Friday, February 9, 2007

So Is This and There There Square

Our first class featured one very confrontational film, along with an interesting digital video from the eighties. Both helped to reorient and widen my senses about what it means to watch a film. For example, Micheal Snow's silent film, So Is This, consisted of words, usually one at a time, appearing on screen for various amounts of time. It was a difficult film for me to watch; i would have much rather read a coffee table book where i would be allowed to read a lot faster. One of Snow's objectives as an artist is to examine time as an artistic medium, which is really why he started making films. I think his film works to make time seem a lot longer than it actually is. One example of his playing with time was the play on words he developed with the word this. It was a very slow developing piece of dry humor. As far as it being a protest against the censorship board, i thought it worked as a parody of how the Canadian censorship board wanted to treat its citizens like children, boxing in their artistic experiences.

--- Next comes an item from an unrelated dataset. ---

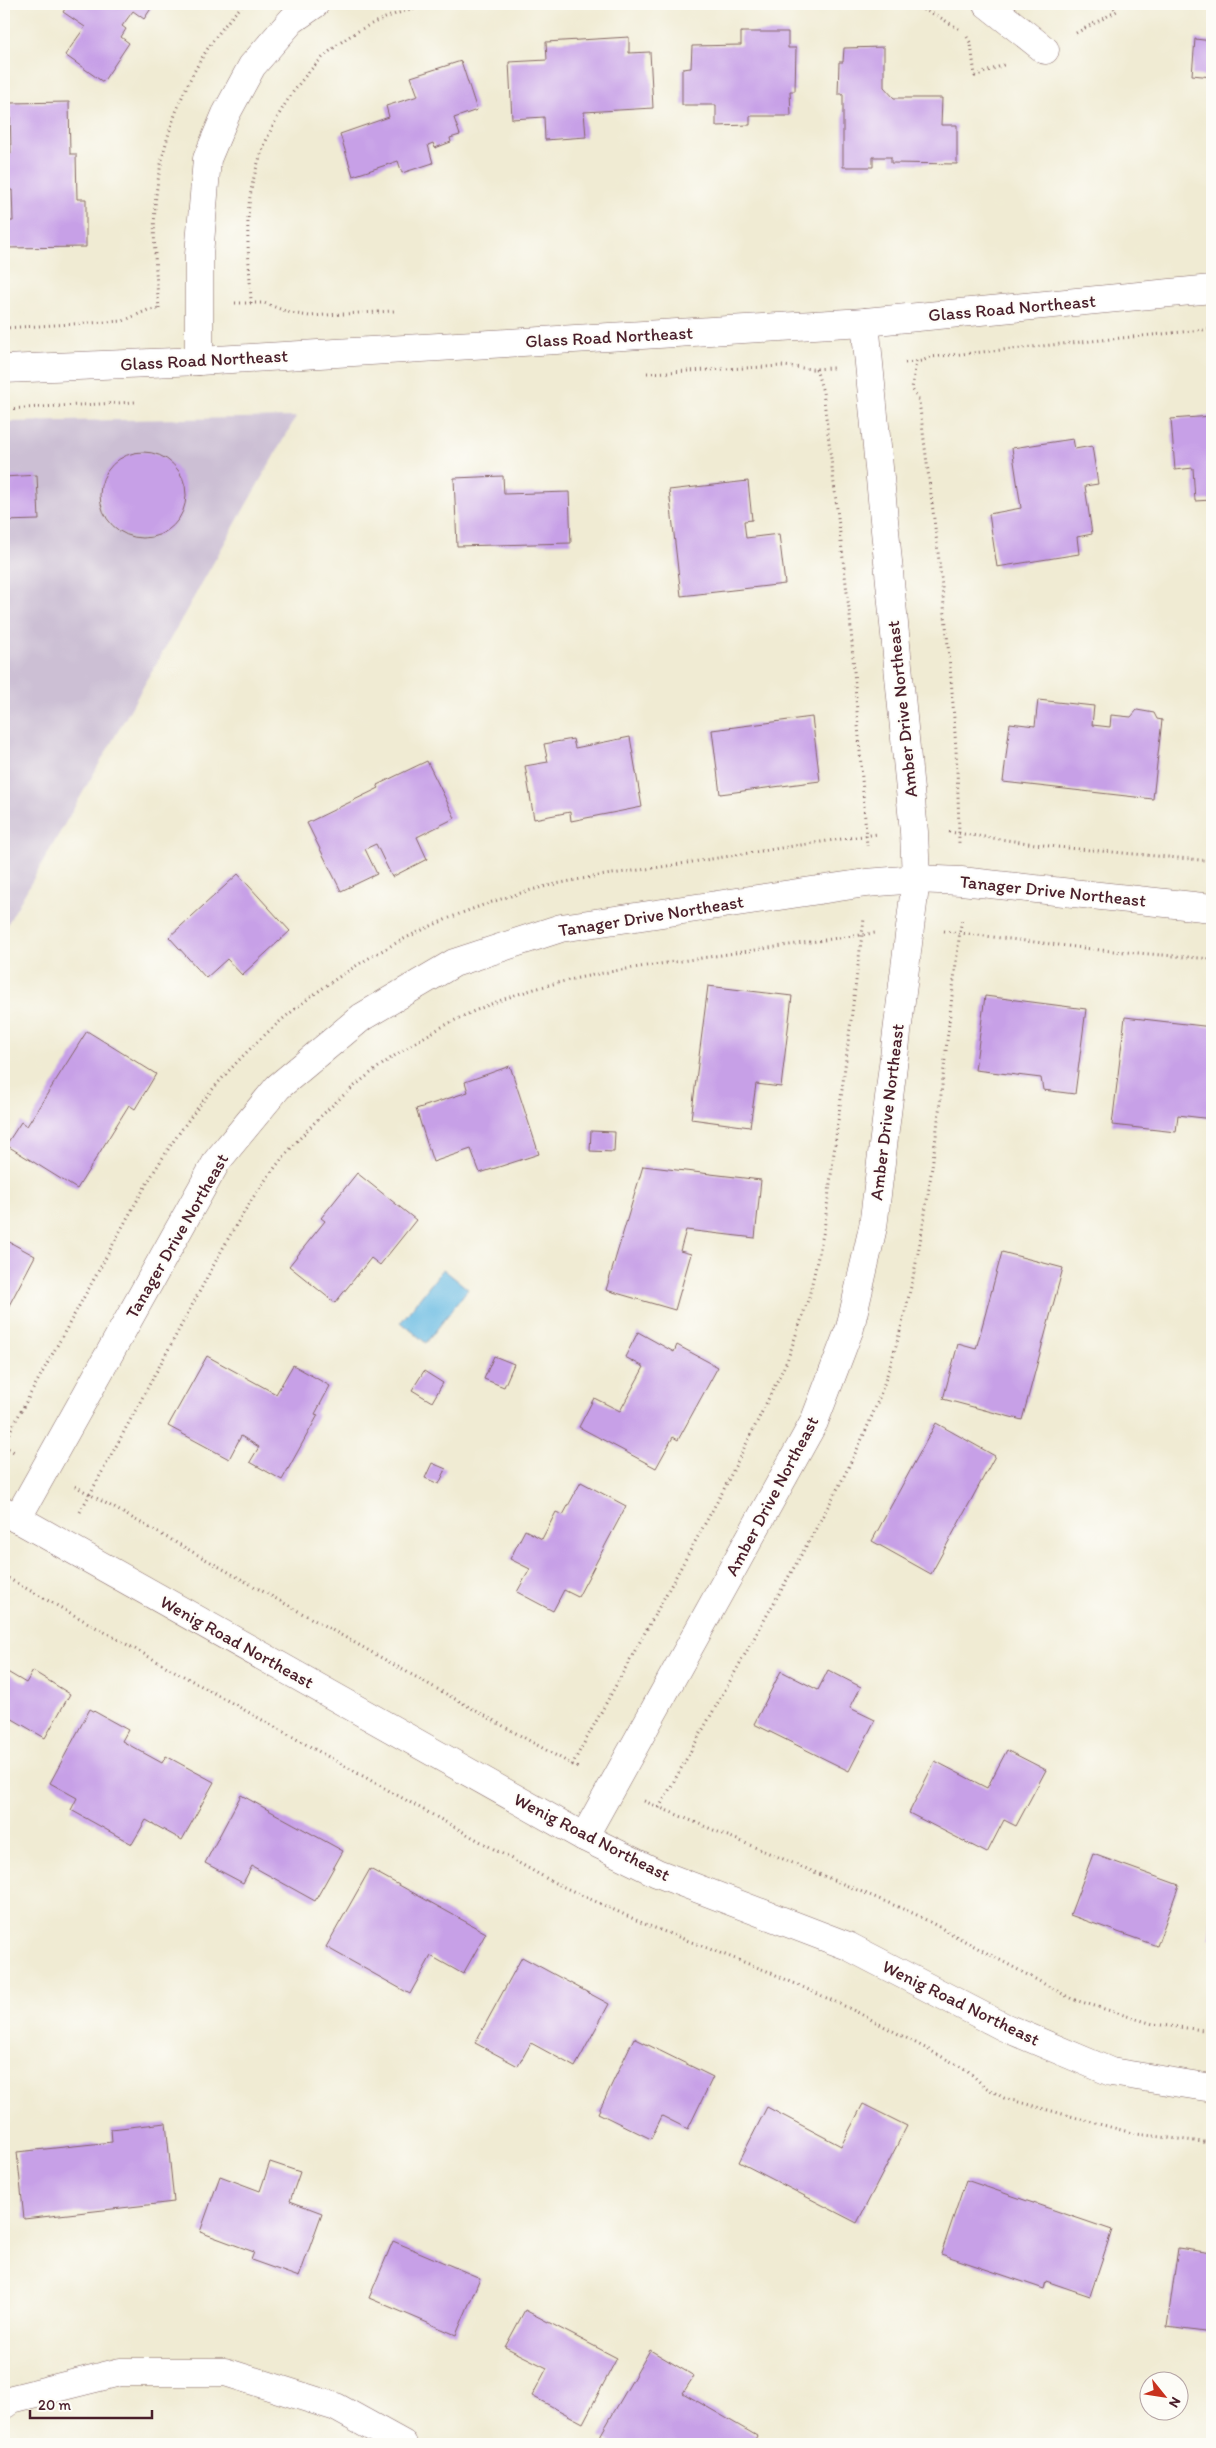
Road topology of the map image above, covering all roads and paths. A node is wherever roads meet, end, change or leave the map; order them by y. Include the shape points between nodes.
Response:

There There Square, by Jackie Goss, was a very effective short digital video laced with interesting interpretations of North America's land mass and funny facts about surveying and cartography. At one point in the film, she examines the border of Tennessee, explaining why the northern border wasn't a straight line. Apparently, the surveyor's compass got knocked off course by the iron ore in the mountains, and once he realized it, he tried to go down a river but didn't go far enough. Instead of using different methods, he just kept the border that he made, defining reality through a map that he drew. Goss also brings up the fact that maps denote ownership, and tells an interesting story (with words again) about you looking at your house from a hill, watching your dad drive by it just to see what it looks like to passersbys. She also morphs and spins maps to show land masses from other cultures' points of view. I used the example of being in the south pole, where the ideas of direction are totally different from those in the contiguous United States, whose perspective is dominated by the Europeans who came from the East and ended up dominating the country.

Both films challenged my sense of what is interesting and engaging on a movie screen. They both used words, one in a playful, though drawn-out and laborious manner, the other in an entertaining, involving manner. I have to say i prefer the latter.